§ **WORK ORDER**: Restate the records that follow word for word; no pictures should appear.

━━━━━━

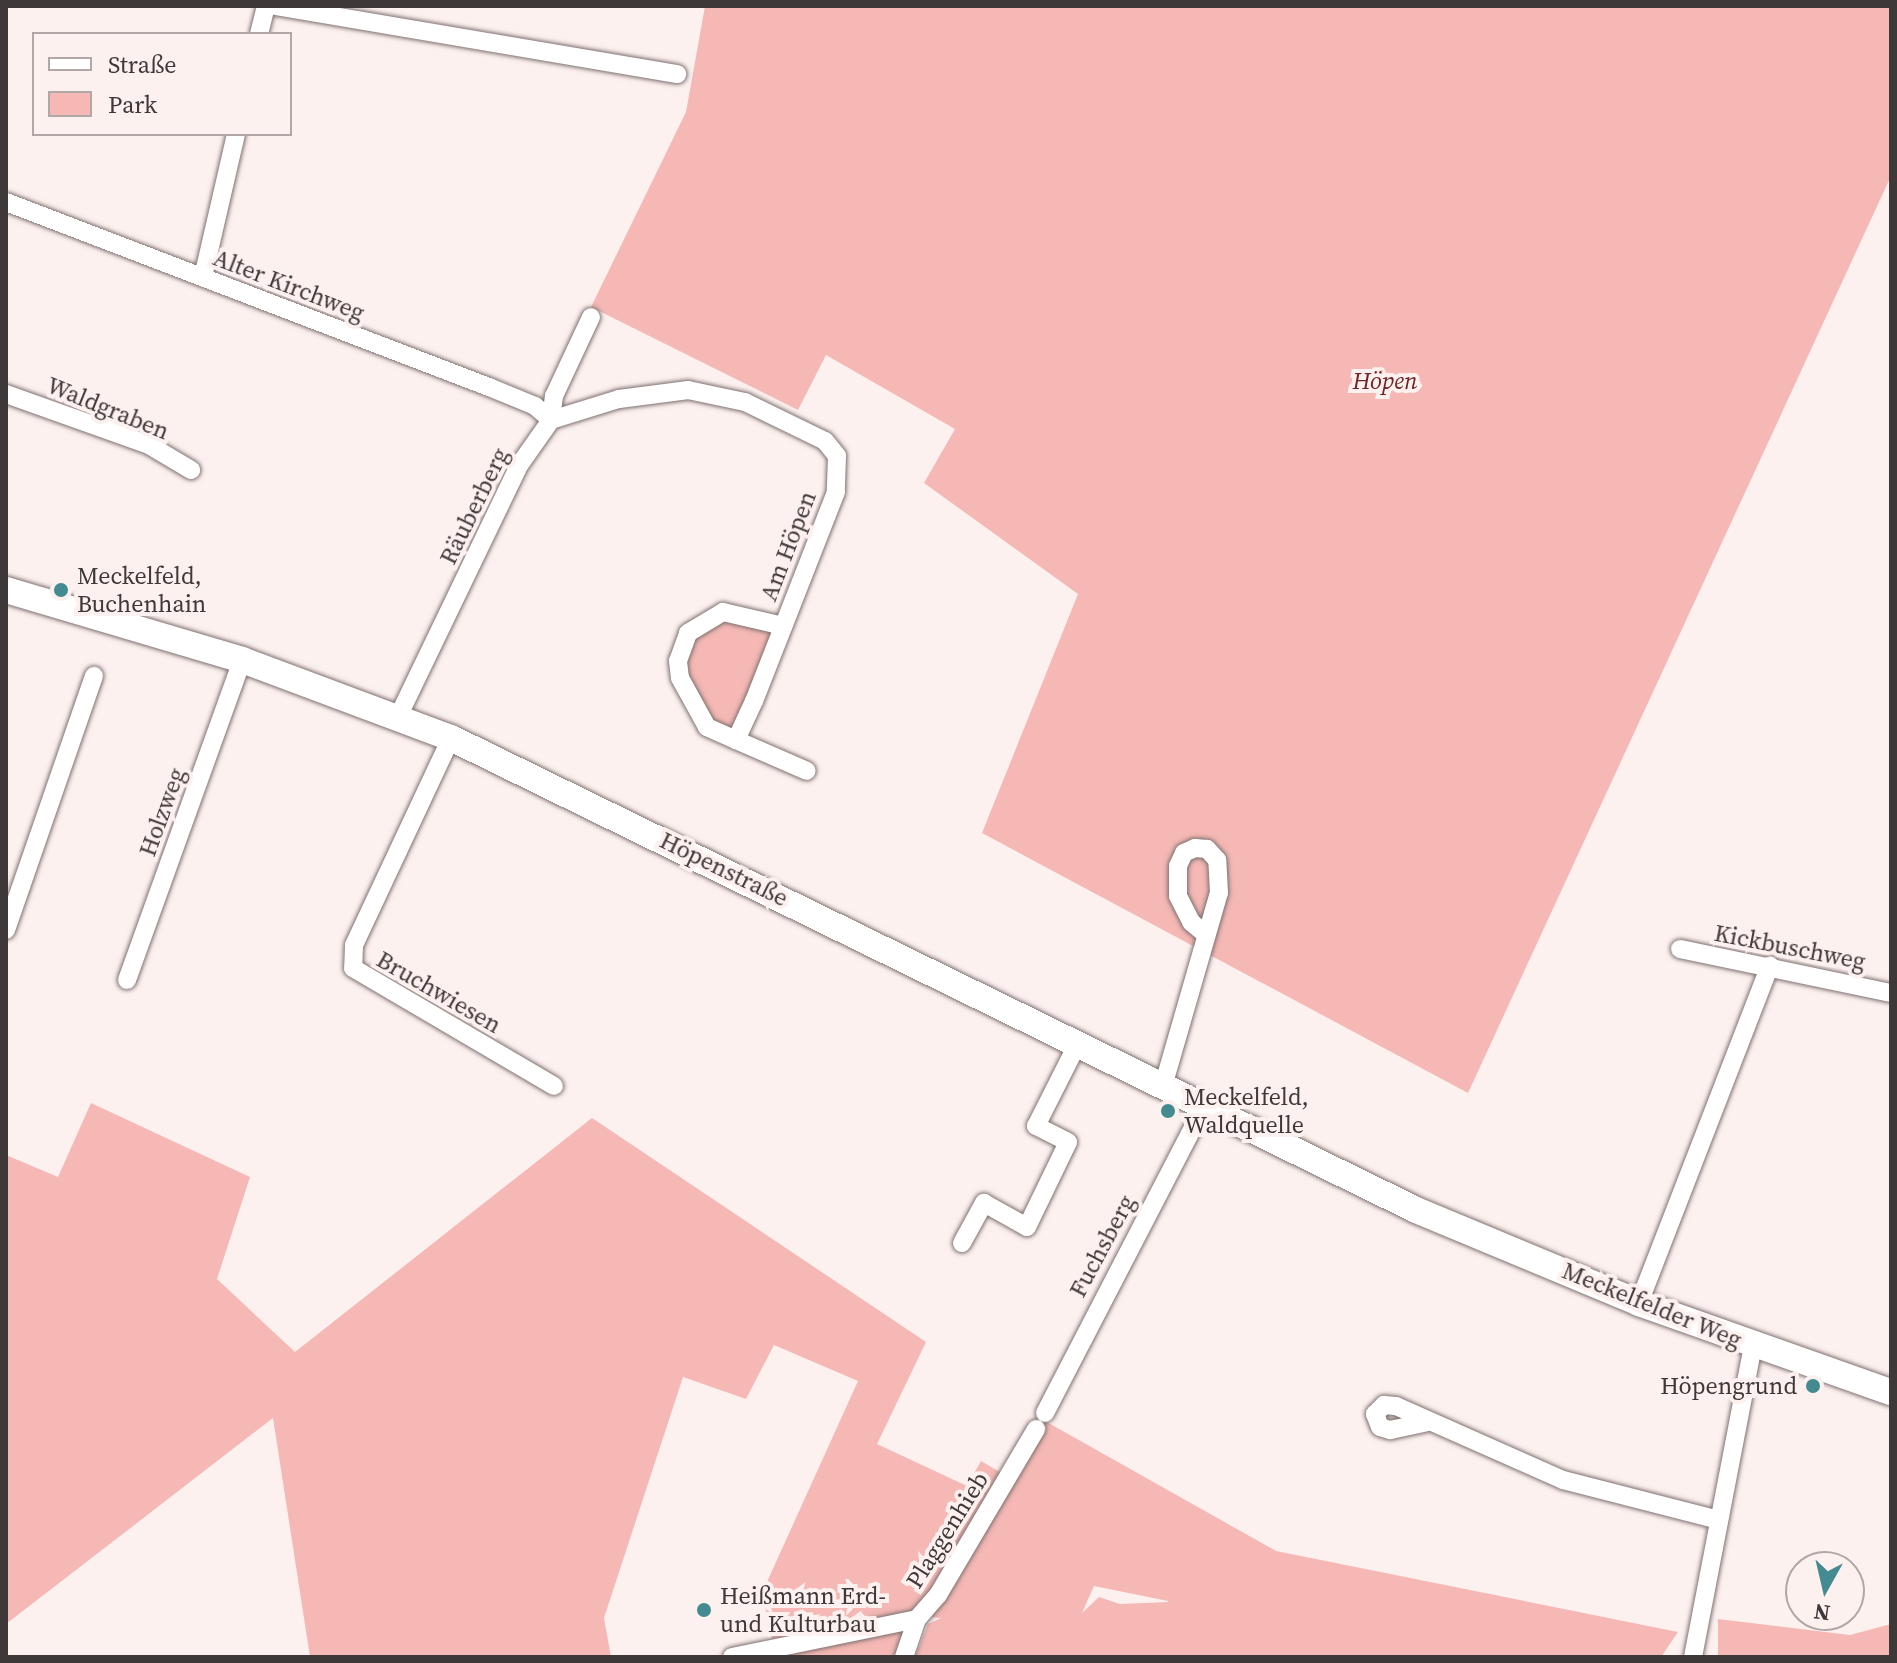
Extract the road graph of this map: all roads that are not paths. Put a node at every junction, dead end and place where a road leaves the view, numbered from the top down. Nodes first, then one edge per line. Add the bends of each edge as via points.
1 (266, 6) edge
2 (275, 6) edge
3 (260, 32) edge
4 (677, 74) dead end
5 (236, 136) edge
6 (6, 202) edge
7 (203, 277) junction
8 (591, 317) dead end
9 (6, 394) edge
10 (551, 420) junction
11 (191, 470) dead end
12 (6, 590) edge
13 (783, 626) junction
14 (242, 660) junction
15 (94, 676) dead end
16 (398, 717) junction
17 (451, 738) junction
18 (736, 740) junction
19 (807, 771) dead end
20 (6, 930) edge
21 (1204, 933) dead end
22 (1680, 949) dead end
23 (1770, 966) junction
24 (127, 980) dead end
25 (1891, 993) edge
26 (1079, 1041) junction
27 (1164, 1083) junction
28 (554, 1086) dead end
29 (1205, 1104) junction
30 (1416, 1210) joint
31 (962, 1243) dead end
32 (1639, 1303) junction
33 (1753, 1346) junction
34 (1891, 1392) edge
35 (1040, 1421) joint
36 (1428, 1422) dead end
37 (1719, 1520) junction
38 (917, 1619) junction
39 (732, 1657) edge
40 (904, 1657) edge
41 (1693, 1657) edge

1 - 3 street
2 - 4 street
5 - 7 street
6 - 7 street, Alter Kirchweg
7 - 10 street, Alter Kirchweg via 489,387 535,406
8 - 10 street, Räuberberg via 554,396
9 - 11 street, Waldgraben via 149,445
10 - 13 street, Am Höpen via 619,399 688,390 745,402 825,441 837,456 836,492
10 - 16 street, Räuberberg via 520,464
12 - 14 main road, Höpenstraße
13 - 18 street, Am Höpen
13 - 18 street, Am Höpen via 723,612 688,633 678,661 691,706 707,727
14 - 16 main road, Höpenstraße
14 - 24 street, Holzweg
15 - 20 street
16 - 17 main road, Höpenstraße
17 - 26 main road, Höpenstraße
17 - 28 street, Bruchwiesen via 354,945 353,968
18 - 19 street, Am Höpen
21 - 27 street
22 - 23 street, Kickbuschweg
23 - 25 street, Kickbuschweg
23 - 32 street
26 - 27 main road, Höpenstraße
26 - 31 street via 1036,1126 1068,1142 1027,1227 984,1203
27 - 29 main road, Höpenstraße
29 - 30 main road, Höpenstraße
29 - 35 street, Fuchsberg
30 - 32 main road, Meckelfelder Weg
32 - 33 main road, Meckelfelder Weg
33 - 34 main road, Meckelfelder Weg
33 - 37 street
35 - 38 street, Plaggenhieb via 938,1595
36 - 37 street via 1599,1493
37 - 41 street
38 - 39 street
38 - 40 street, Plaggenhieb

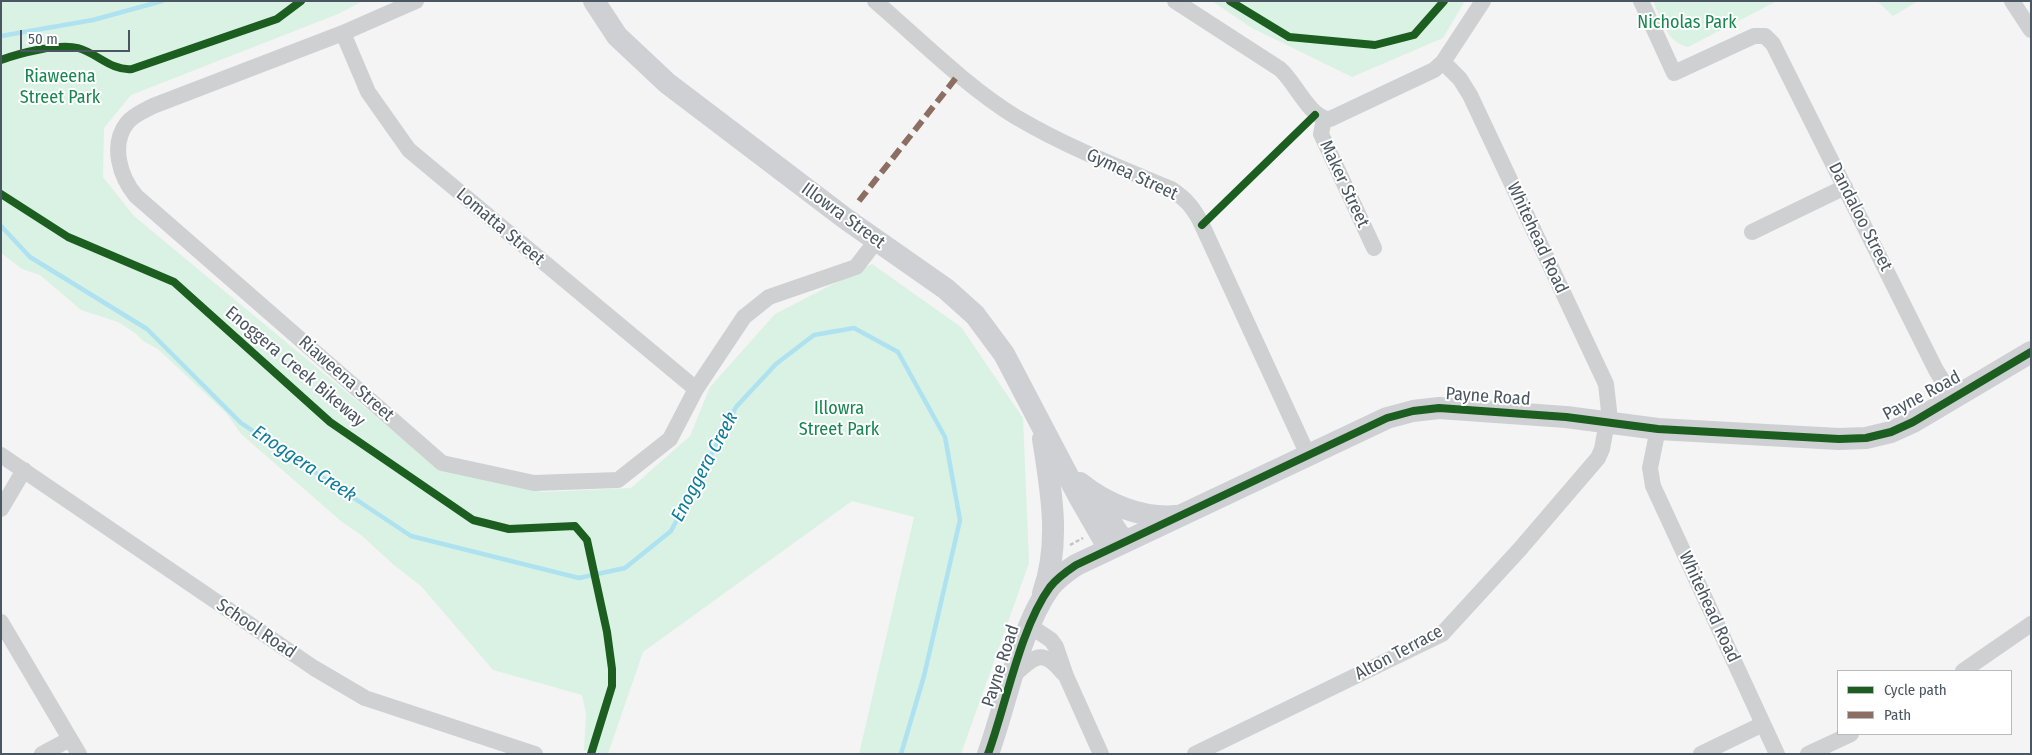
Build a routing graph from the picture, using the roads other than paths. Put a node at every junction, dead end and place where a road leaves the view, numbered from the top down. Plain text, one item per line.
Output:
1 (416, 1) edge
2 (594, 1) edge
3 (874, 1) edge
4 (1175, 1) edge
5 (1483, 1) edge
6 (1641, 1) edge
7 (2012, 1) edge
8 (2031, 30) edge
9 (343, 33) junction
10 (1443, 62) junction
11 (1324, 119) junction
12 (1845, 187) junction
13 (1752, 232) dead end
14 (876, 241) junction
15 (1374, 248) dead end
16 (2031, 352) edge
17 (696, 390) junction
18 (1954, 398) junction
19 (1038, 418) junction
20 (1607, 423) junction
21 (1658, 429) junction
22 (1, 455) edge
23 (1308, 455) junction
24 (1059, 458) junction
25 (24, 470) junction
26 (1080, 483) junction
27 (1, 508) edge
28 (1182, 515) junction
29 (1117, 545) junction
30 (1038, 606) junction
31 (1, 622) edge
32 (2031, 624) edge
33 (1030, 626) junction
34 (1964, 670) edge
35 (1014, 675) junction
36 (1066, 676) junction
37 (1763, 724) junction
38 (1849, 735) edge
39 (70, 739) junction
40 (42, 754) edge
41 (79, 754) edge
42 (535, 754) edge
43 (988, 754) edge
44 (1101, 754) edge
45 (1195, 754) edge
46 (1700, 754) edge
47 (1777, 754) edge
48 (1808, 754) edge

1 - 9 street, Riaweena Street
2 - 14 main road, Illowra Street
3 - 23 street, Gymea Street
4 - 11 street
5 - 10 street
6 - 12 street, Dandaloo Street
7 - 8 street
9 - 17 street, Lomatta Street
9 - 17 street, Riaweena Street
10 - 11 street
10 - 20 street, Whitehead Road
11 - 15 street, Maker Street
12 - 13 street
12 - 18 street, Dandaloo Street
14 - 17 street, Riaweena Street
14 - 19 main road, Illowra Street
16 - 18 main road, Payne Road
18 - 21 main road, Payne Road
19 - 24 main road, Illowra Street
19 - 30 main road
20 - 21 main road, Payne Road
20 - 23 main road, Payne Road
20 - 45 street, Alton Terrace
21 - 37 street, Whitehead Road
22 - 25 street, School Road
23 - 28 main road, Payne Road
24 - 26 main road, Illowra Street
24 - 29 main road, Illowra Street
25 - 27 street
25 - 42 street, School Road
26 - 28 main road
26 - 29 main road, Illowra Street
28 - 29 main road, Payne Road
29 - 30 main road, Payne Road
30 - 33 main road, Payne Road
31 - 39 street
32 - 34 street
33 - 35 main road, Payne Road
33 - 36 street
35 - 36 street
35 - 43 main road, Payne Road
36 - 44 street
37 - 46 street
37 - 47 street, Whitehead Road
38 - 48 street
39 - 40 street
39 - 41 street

━━━━━━

§ **YOUR RESPONSE**:
Extract the road graph of this map: all roads that are not paths. Put a node at every junction, dead end and place where a road leaves the view, numbered from the top down. Nodes first, then one edge per line. Add the bends of each edge as via points.
1 (266, 6) edge
2 (275, 6) edge
3 (260, 32) edge
4 (677, 74) dead end
5 (236, 136) edge
6 (6, 202) edge
7 (203, 277) junction
8 (591, 317) dead end
9 (6, 394) edge
10 (551, 420) junction
11 (191, 470) dead end
12 (6, 590) edge
13 (783, 626) junction
14 (242, 660) junction
15 (94, 676) dead end
16 (398, 717) junction
17 (451, 738) junction
18 (736, 740) junction
19 (807, 771) dead end
20 (6, 930) edge
21 (1204, 933) dead end
22 (1680, 949) dead end
23 (1770, 966) junction
24 (127, 980) dead end
25 (1891, 993) edge
26 (1079, 1041) junction
27 (1164, 1083) junction
28 (554, 1086) dead end
29 (1205, 1104) junction
30 (1416, 1210) joint
31 (962, 1243) dead end
32 (1639, 1303) junction
33 (1753, 1346) junction
34 (1891, 1392) edge
35 (1040, 1421) joint
36 (1428, 1422) dead end
37 (1719, 1520) junction
38 (917, 1619) junction
39 (732, 1657) edge
40 (904, 1657) edge
41 (1693, 1657) edge

1 - 3 street
2 - 4 street
5 - 7 street
6 - 7 street, Alter Kirchweg
7 - 10 street, Alter Kirchweg via 489,387 535,406
8 - 10 street, Räuberberg via 554,396
9 - 11 street, Waldgraben via 149,445
10 - 13 street, Am Höpen via 619,399 688,390 745,402 825,441 837,456 836,492
10 - 16 street, Räuberberg via 520,464
12 - 14 main road, Höpenstraße
13 - 18 street, Am Höpen
13 - 18 street, Am Höpen via 723,612 688,633 678,661 691,706 707,727
14 - 16 main road, Höpenstraße
14 - 24 street, Holzweg
15 - 20 street
16 - 17 main road, Höpenstraße
17 - 26 main road, Höpenstraße
17 - 28 street, Bruchwiesen via 354,945 353,968
18 - 19 street, Am Höpen
21 - 27 street
22 - 23 street, Kickbuschweg
23 - 25 street, Kickbuschweg
23 - 32 street
26 - 27 main road, Höpenstraße
26 - 31 street via 1036,1126 1068,1142 1027,1227 984,1203
27 - 29 main road, Höpenstraße
29 - 30 main road, Höpenstraße
29 - 35 street, Fuchsberg
30 - 32 main road, Meckelfelder Weg
32 - 33 main road, Meckelfelder Weg
33 - 34 main road, Meckelfelder Weg
33 - 37 street
35 - 38 street, Plaggenhieb via 938,1595
36 - 37 street via 1599,1493
37 - 41 street
38 - 39 street
38 - 40 street, Plaggenhieb

Build a routing graph from the picture, using the roads other than paths. Put a node at every junction, dead end and place where a road leaves the view, numbered from the top down. Plain text, one item per line.
Output:
1 (416, 1) edge
2 (594, 1) edge
3 (874, 1) edge
4 (1175, 1) edge
5 (1483, 1) edge
6 (1641, 1) edge
7 (2012, 1) edge
8 (2031, 30) edge
9 (343, 33) junction
10 (1443, 62) junction
11 (1324, 119) junction
12 (1845, 187) junction
13 (1752, 232) dead end
14 (876, 241) junction
15 (1374, 248) dead end
16 (2031, 352) edge
17 (696, 390) junction
18 (1954, 398) junction
19 (1038, 418) junction
20 (1607, 423) junction
21 (1658, 429) junction
22 (1, 455) edge
23 (1308, 455) junction
24 (1059, 458) junction
25 (24, 470) junction
26 (1080, 483) junction
27 (1, 508) edge
28 (1182, 515) junction
29 (1117, 545) junction
30 (1038, 606) junction
31 (1, 622) edge
32 (2031, 624) edge
33 (1030, 626) junction
34 (1964, 670) edge
35 (1014, 675) junction
36 (1066, 676) junction
37 (1763, 724) junction
38 (1849, 735) edge
39 (70, 739) junction
40 (42, 754) edge
41 (79, 754) edge
42 (535, 754) edge
43 (988, 754) edge
44 (1101, 754) edge
45 (1195, 754) edge
46 (1700, 754) edge
47 (1777, 754) edge
48 (1808, 754) edge

1 - 9 street, Riaweena Street
2 - 14 main road, Illowra Street
3 - 23 street, Gymea Street
4 - 11 street
5 - 10 street
6 - 12 street, Dandaloo Street
7 - 8 street
9 - 17 street, Lomatta Street
9 - 17 street, Riaweena Street
10 - 11 street
10 - 20 street, Whitehead Road
11 - 15 street, Maker Street
12 - 13 street
12 - 18 street, Dandaloo Street
14 - 17 street, Riaweena Street
14 - 19 main road, Illowra Street
16 - 18 main road, Payne Road
18 - 21 main road, Payne Road
19 - 24 main road, Illowra Street
19 - 30 main road
20 - 21 main road, Payne Road
20 - 23 main road, Payne Road
20 - 45 street, Alton Terrace
21 - 37 street, Whitehead Road
22 - 25 street, School Road
23 - 28 main road, Payne Road
24 - 26 main road, Illowra Street
24 - 29 main road, Illowra Street
25 - 27 street
25 - 42 street, School Road
26 - 28 main road
26 - 29 main road, Illowra Street
28 - 29 main road, Payne Road
29 - 30 main road, Payne Road
30 - 33 main road, Payne Road
31 - 39 street
32 - 34 street
33 - 35 main road, Payne Road
33 - 36 street
35 - 36 street
35 - 43 main road, Payne Road
36 - 44 street
37 - 46 street
37 - 47 street, Whitehead Road
38 - 48 street
39 - 40 street
39 - 41 street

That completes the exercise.